EXERCISE INPUTS:

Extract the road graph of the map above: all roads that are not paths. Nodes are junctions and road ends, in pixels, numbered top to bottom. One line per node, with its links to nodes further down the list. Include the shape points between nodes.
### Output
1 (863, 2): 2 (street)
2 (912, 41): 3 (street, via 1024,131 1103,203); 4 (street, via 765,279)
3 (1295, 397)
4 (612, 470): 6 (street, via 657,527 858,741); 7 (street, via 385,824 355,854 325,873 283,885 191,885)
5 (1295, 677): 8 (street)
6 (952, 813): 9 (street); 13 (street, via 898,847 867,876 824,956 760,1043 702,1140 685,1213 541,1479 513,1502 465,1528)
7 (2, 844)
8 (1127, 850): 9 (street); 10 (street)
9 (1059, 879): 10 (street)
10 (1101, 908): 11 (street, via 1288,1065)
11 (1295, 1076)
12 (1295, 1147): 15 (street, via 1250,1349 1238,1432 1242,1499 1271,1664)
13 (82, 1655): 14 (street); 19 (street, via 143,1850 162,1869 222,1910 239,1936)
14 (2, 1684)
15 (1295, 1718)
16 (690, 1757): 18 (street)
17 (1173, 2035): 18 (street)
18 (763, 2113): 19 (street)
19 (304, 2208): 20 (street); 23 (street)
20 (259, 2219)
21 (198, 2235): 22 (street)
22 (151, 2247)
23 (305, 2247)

WHAT THE TASK ASKS: Reproduce all the data word for word.

FINISHED TASK:
Extract the road graph of the map above: all roads that are not paths. Nodes are junctions and road ends, in pixels, numbered top to bottom. One line per node, with its links to nodes further down the list. Include the shape points between nodes.
### Output
1 (863, 2): 2 (street)
2 (912, 41): 3 (street, via 1024,131 1103,203); 4 (street, via 765,279)
3 (1295, 397)
4 (612, 470): 6 (street, via 657,527 858,741); 7 (street, via 385,824 355,854 325,873 283,885 191,885)
5 (1295, 677): 8 (street)
6 (952, 813): 9 (street); 13 (street, via 898,847 867,876 824,956 760,1043 702,1140 685,1213 541,1479 513,1502 465,1528)
7 (2, 844)
8 (1127, 850): 9 (street); 10 (street)
9 (1059, 879): 10 (street)
10 (1101, 908): 11 (street, via 1288,1065)
11 (1295, 1076)
12 (1295, 1147): 15 (street, via 1250,1349 1238,1432 1242,1499 1271,1664)
13 (82, 1655): 14 (street); 19 (street, via 143,1850 162,1869 222,1910 239,1936)
14 (2, 1684)
15 (1295, 1718)
16 (690, 1757): 18 (street)
17 (1173, 2035): 18 (street)
18 (763, 2113): 19 (street)
19 (304, 2208): 20 (street); 23 (street)
20 (259, 2219)
21 (198, 2235): 22 (street)
22 (151, 2247)
23 (305, 2247)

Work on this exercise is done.